The proper scientific name for this tree is Prunus Spinosa, which I mention mainly to sneak in the perfectly good Scrabble word, PRUNUS.
The fruit of the sloe is a DRUPE (a word I just learned today describing any fleshy fruit with a stone inside) that looks a bit like a small purple plum.
Sloes (the fruit) are sometimes used to make jelly or jam (although sloe jam sounds more like a style of music than something you put on toast). Today’s fruit is, however, probably best known for bringing into the world a flavored liqueur called sloe gin.
Just for fun, I thought I’d find out how to make it…
And you know what? That’s already enough to solve most crossword clues you’ll see for this fellow…
- Dark purple fruit
- Plum variety
- Gin flavoring
- Blackthorn fruit
But I knew you would want more, so I came prepared…
Although the sloe is mostly used for its fruit, the wood of the tree also gets a good workout.
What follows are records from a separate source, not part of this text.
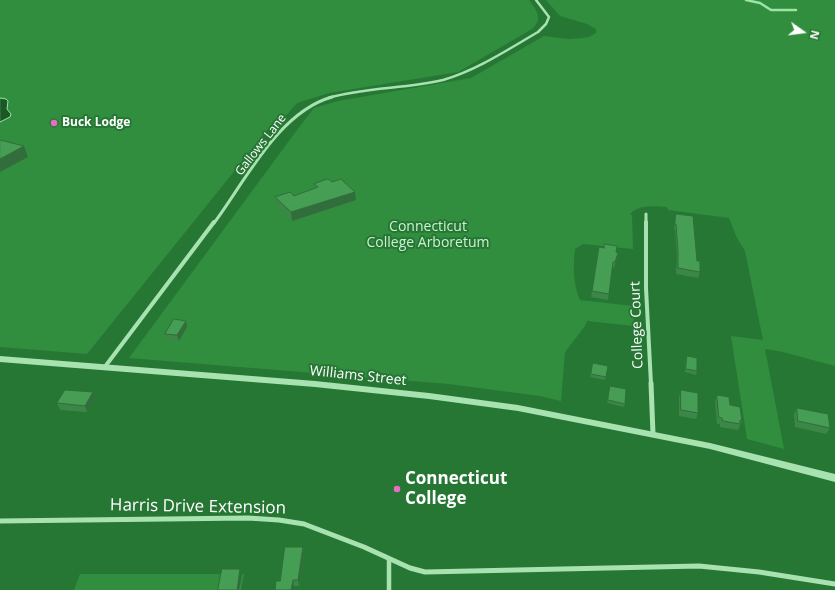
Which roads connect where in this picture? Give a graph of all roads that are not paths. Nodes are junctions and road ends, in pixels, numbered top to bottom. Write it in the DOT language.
graph roads {
  1 [pos="536,0"];
  2 [pos="646,214"];
  3 [pos="0,359"];
  4 [pos="104,368"];
  5 [pos="653,434"];
  6 [pos="835,478"];
  7 [pos="0,521"];
  8 [pos="390,559"];
  9 [pos="835,584"];
  10 [pos="389,590"];
  1 -- 4 [label="street, Gallows Lane"];
  2 -- 5 [label="street, College Court"];
  3 -- 4 [label="street, Williams Street"];
  4 -- 5 [label="street, Williams Street"];
  5 -- 6 [label="street, Williams Street"];
  7 -- 8 [label="street, Harris Drive Extension"];
  8 -- 9 [label="street, Harris Drive Extension"];
  8 -- 10 [label="street"];
}
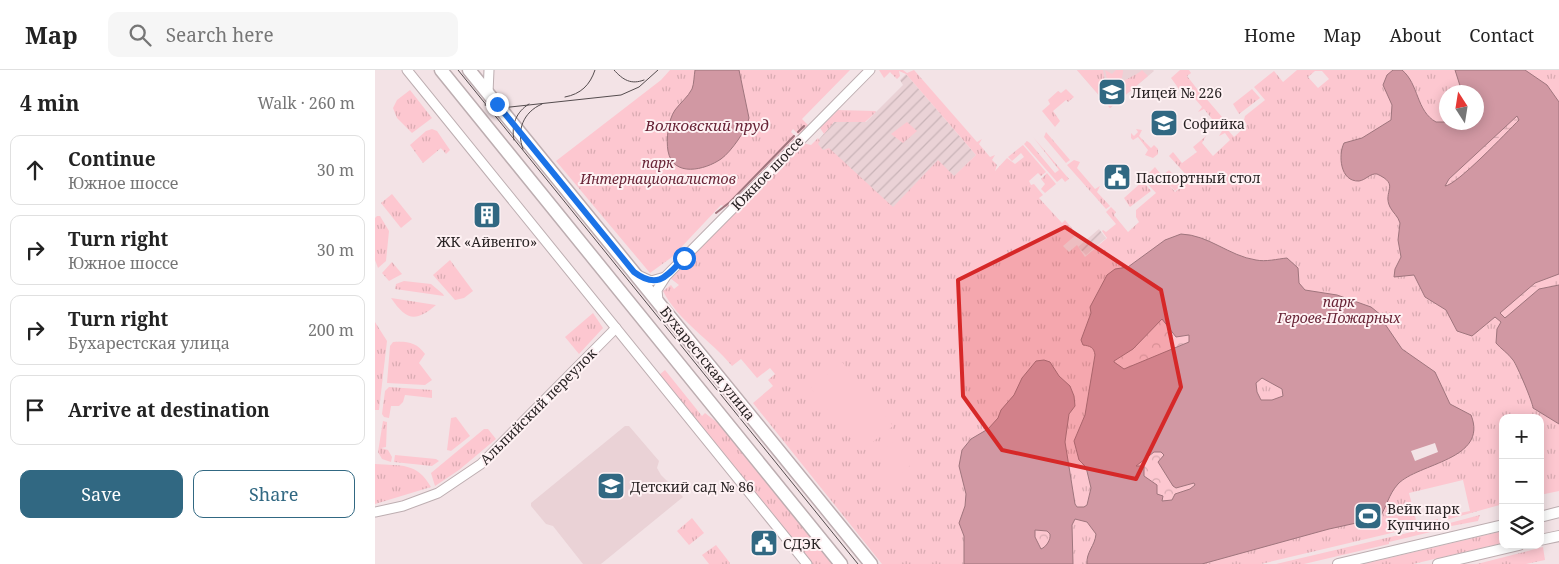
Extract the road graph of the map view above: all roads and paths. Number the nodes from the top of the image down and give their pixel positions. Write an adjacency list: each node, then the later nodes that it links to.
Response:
1 (407, 70): 10 (street)
2 (441, 70): 20 (main road, Бухарестская улица)
3 (469, 70): 6 (main road, Бухарестская улица)
4 (489, 70): 6 (street)
5 (870, 70): 8 (street, Южное шоссе)
6 (488, 93): 7 (main road, Бухарестская улица)
7 (634, 272): 8 (street); 9 (main road, Бухарестская улица)
8 (665, 277): 9 (street, Южное шоссе)
9 (658, 301): 21 (main road, Бухарестская улица)
10 (616, 328): 11 (street, Альпийский переулок); 19 (street)
11 (375, 512)
12 (1559, 512): 13 (street)
13 (1544, 516)
14 (1499, 526): 22 (street)
15 (1559, 536): 16 (street)
16 (1544, 539)
17 (1507, 549): 18 (street)
18 (1473, 560): 23 (street)
19 (807, 564)
20 (841, 564)
21 (871, 564)
22 (1338, 564)
23 (1438, 564)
Most interesting, for word gamers I mean, is the fact that the wood of the sloe tree is often used to make a traditional Irish walking stick, or club, called a … wait for it … SHILLELAGH (pronounced /shi.LAY.lee or shi.LAY.la/, in case you were wondering).
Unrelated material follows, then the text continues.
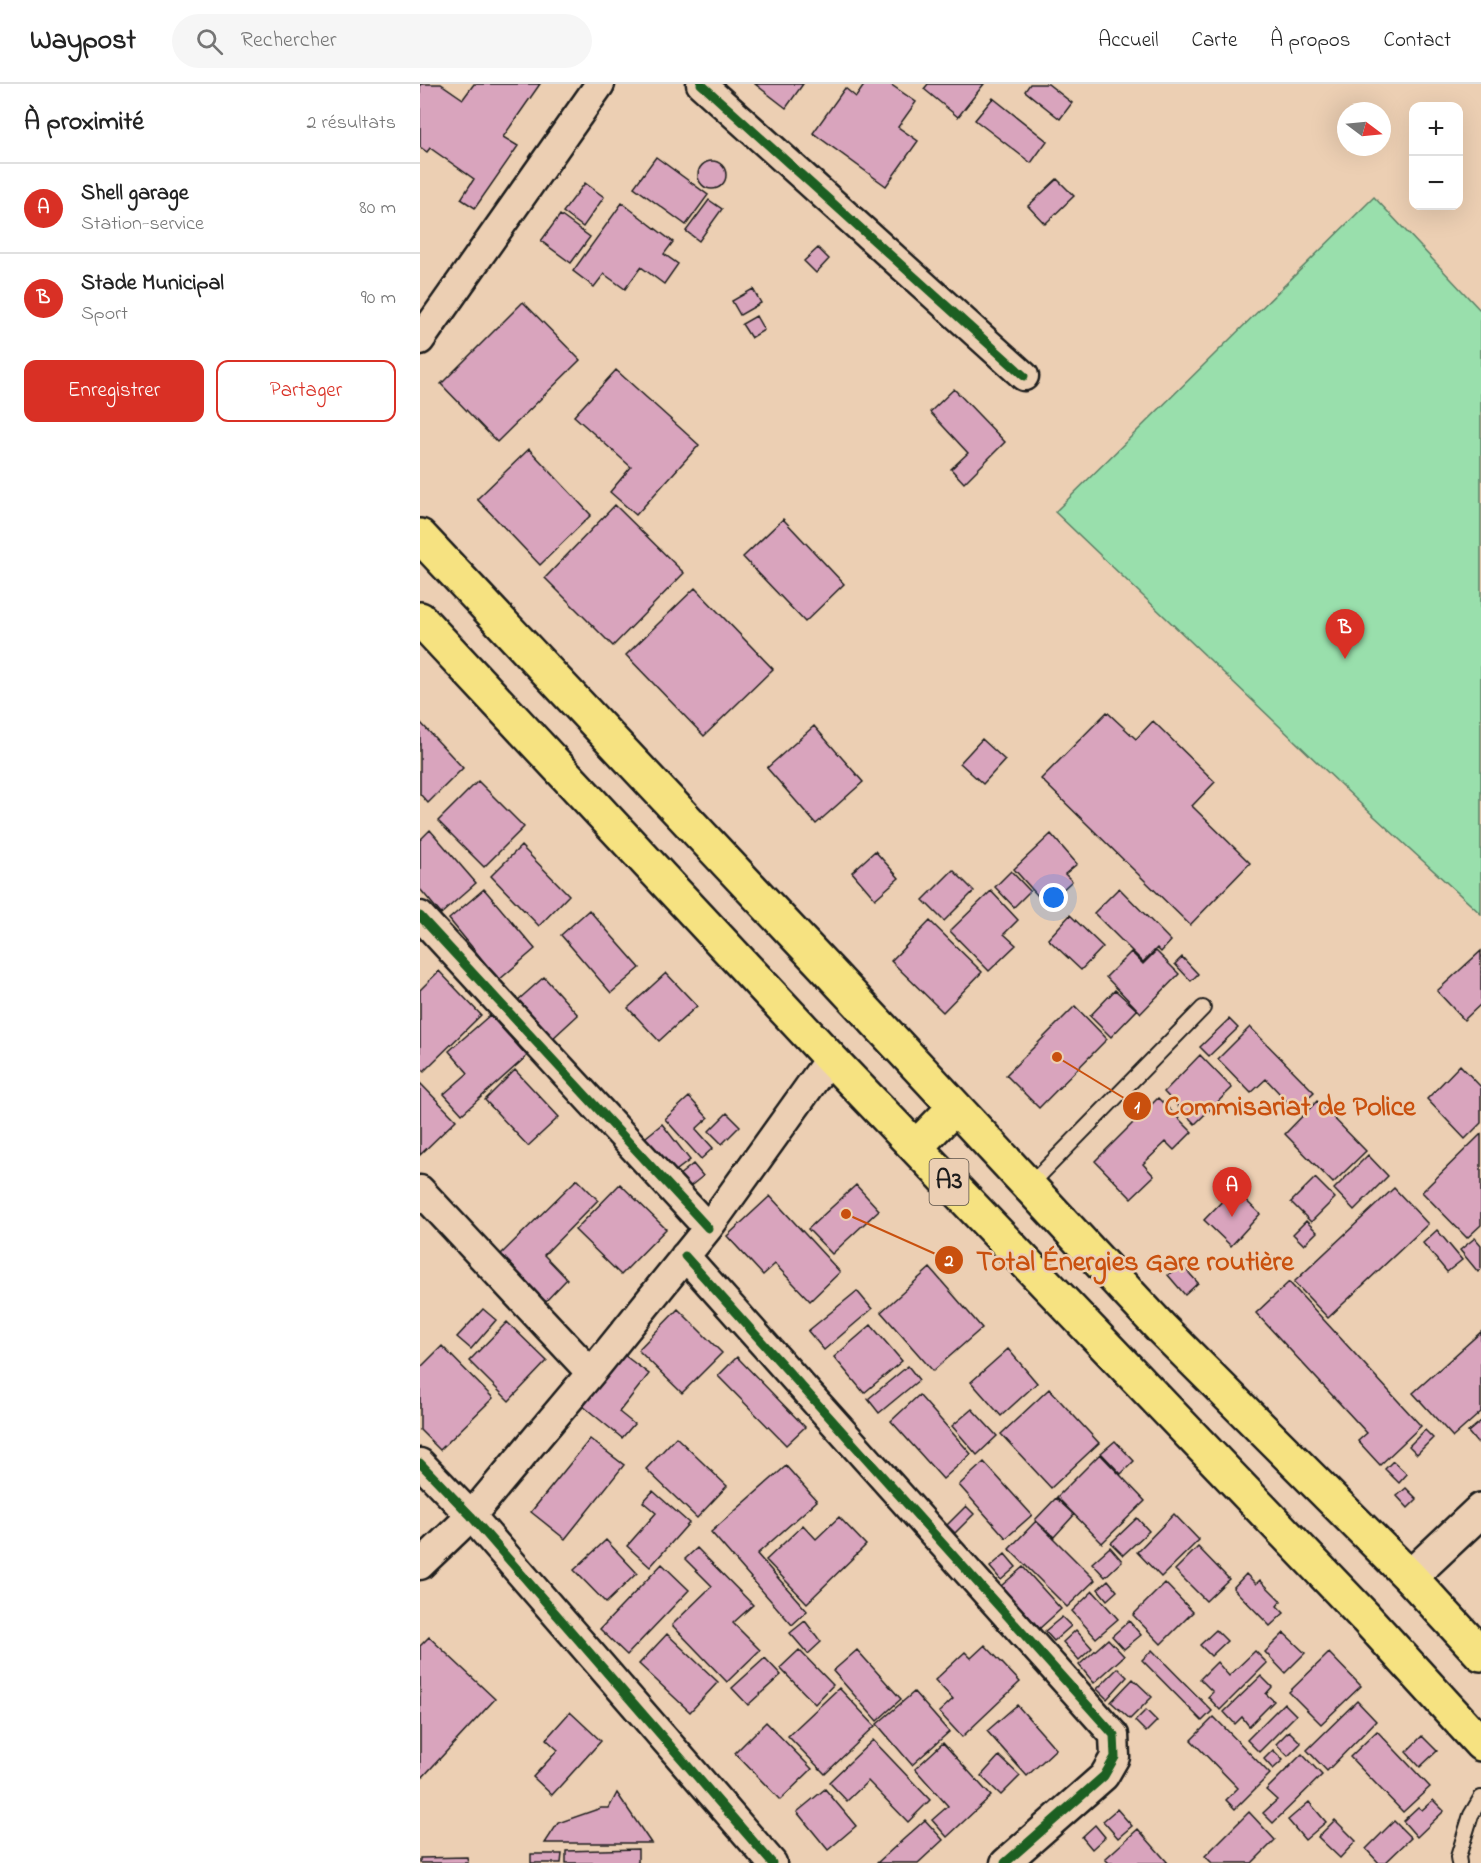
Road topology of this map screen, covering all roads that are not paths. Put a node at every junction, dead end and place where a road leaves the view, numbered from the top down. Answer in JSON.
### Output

So there you go. You now have a word to describe that little stick thingy that leprechauns seem to carry around all the time. And on that note, I’m going to leave you with a funny t-shirt…
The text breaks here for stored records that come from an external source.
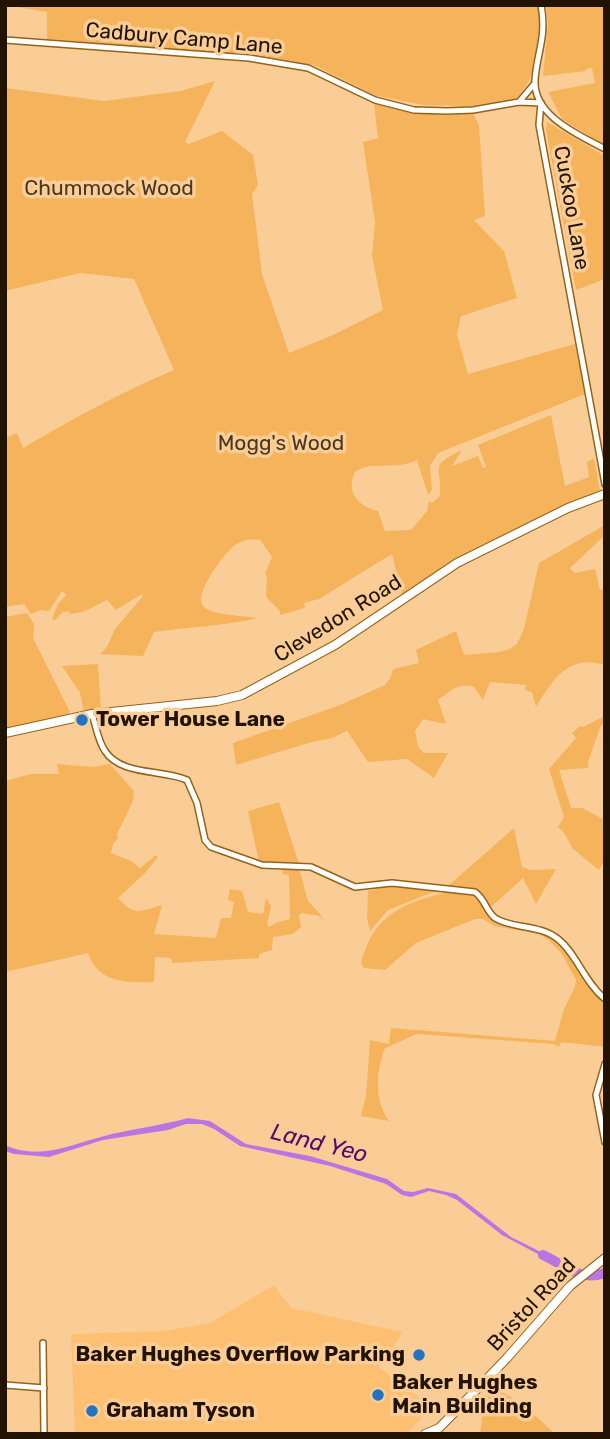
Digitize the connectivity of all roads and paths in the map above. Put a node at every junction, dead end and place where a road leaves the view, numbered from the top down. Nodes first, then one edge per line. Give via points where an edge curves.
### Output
1 (541, 5) edge
2 (5, 40) edge
3 (535, 83) junction
4 (519, 102) junction
5 (541, 103) junction
6 (605, 149) edge
7 (605, 484) edge
8 (605, 494) edge
9 (92, 715) junction
10 (5, 733) edge
11 (605, 999) edge
12 (605, 1064) edge
13 (605, 1142) edge
14 (605, 1258) edge
15 (43, 1343) dead end
16 (5, 1385) edge
17 (44, 1388) junction
18 (44, 1434) edge
19 (425, 1434) edge

1 - 3 street via 544,38
2 - 4 street, Cadbury Camp Lane via 270,60 307,68 376,100 414,110 473,110
3 - 4 street
3 - 5 street
4 - 5 street, Cadbury Camp Lane
5 - 6 street via 559,123
5 - 7 street, Cuckoo Lane via 539,125
8 - 9 main road, Clevedon Road via 457,563 335,645 251,691 217,701
9 - 10 main road, Clevedon Road
9 - 11 street via 102,746 113,759 187,780 211,847 262,865 311,867 355,887 391,883 475,892 498,919 558,939
12 - 13 street via 597,1096
14 - 19 main road, Bristol Road via 578,1279 453,1415
15 - 17 street
16 - 17 street
17 - 18 street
P.S. At a handsome 10 letters long, the Scrabble player is likely to require a shillelagh before playing one, but they might have some luck with the slightly more playable 9-letter variant, SHILLELAH.
P.P.S. Collins/CSW/SOWPODS Scrabble fans also get access to the following treats: SLOEBUSH, SLOETHORN, and SLOETREE. The last one is particularly important as it is a very high probability bingo!